Operational cost savings can be significant, especially in times of tight labor supply; interfaces that let housekeeping, front desk, the room occupancy detector, and mobile app all work seamlessly can yield significant benefits by optimizing the assignment of housekeeping resources; those that facilitate self-service options for guest arrival can eliminate the need for as many front desk staff. These savings have been promised for many existing products, but hotels have discovered that they materialize only if the products actually work, which if not properly managed, they do not.

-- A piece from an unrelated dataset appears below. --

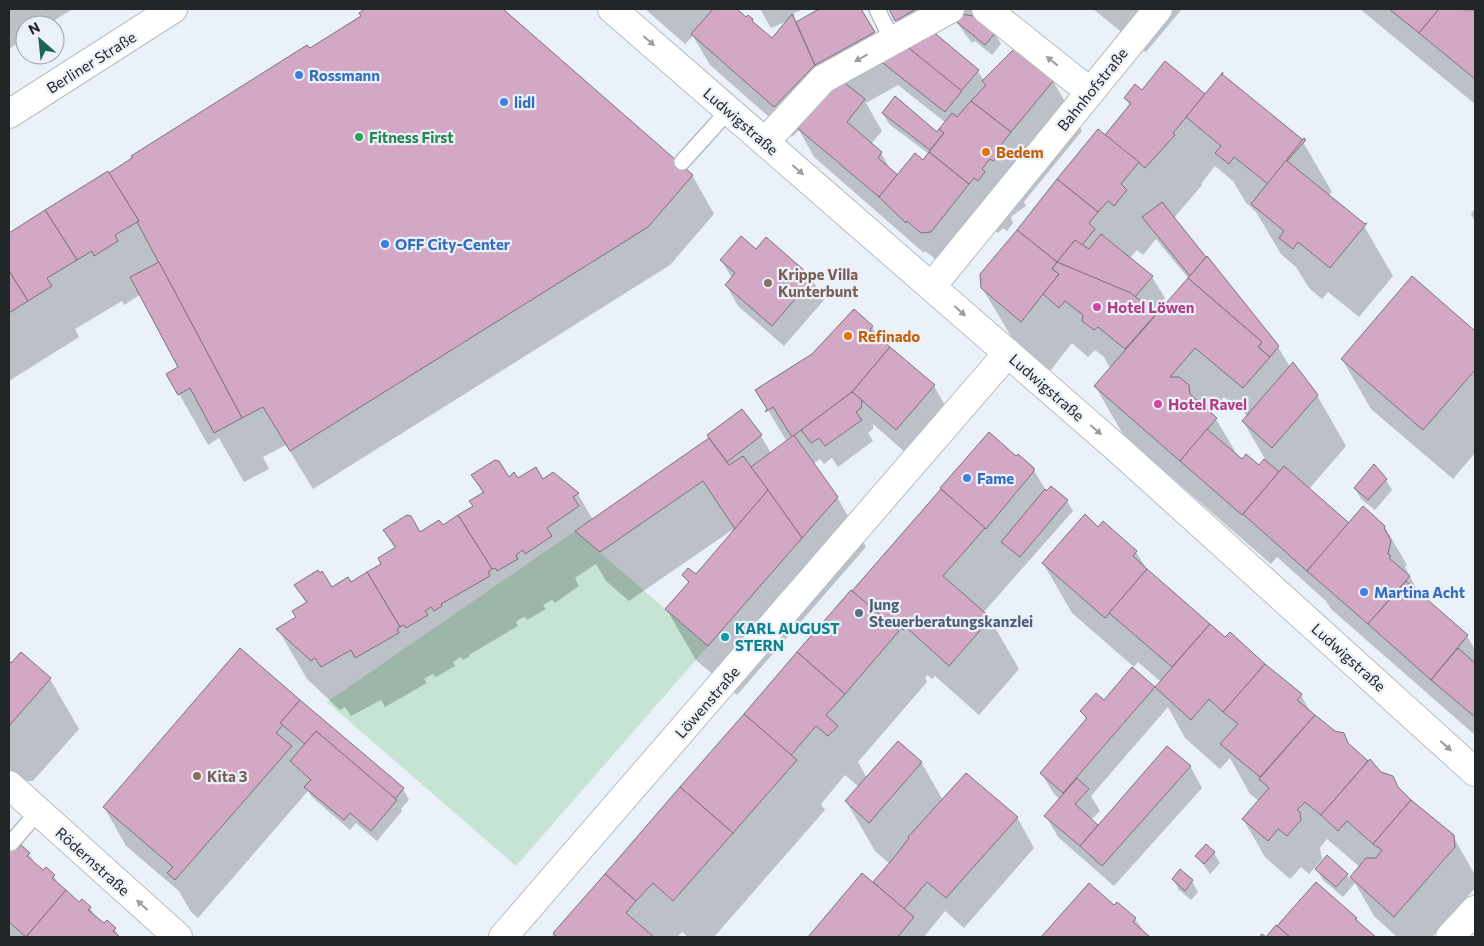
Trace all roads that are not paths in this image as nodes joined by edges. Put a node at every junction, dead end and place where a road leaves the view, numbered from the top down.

Finally, this model removes most of the selling costs associated with the current business model for hotel tech. Today we have hundreds of vendors with large sales forces tasked with reaching tens of thousands of owners, managers, and brands. The new model would make a few managed service providers the main customers for most technology providers, eliminating most of their selling costs. This factor alone could cut technology costs by around 10% to 40%, depending on the product.
It is no surprise to me that as a guest, my best experiences with technology are usually within owner-operated brands that are large enough to manage IT professionally – and that actually do so. It is not a common model in North America, but there are a few established examples as well as some emerging hotel companies being built around it; it is also a growing trend in Europe and the Middle East. These companies are, I think, starting to recognize strategic benefits in the technology arena while their asset-light counterparts are struggling with the issues described above. They can achieve better marketing and distribution and deliver a better customer experience, all at less cost.
As technology continues to gain in importance to the guest and becomes more interconnected, it will quickly become a necessity for the major brands to find a better model. The current one is broken.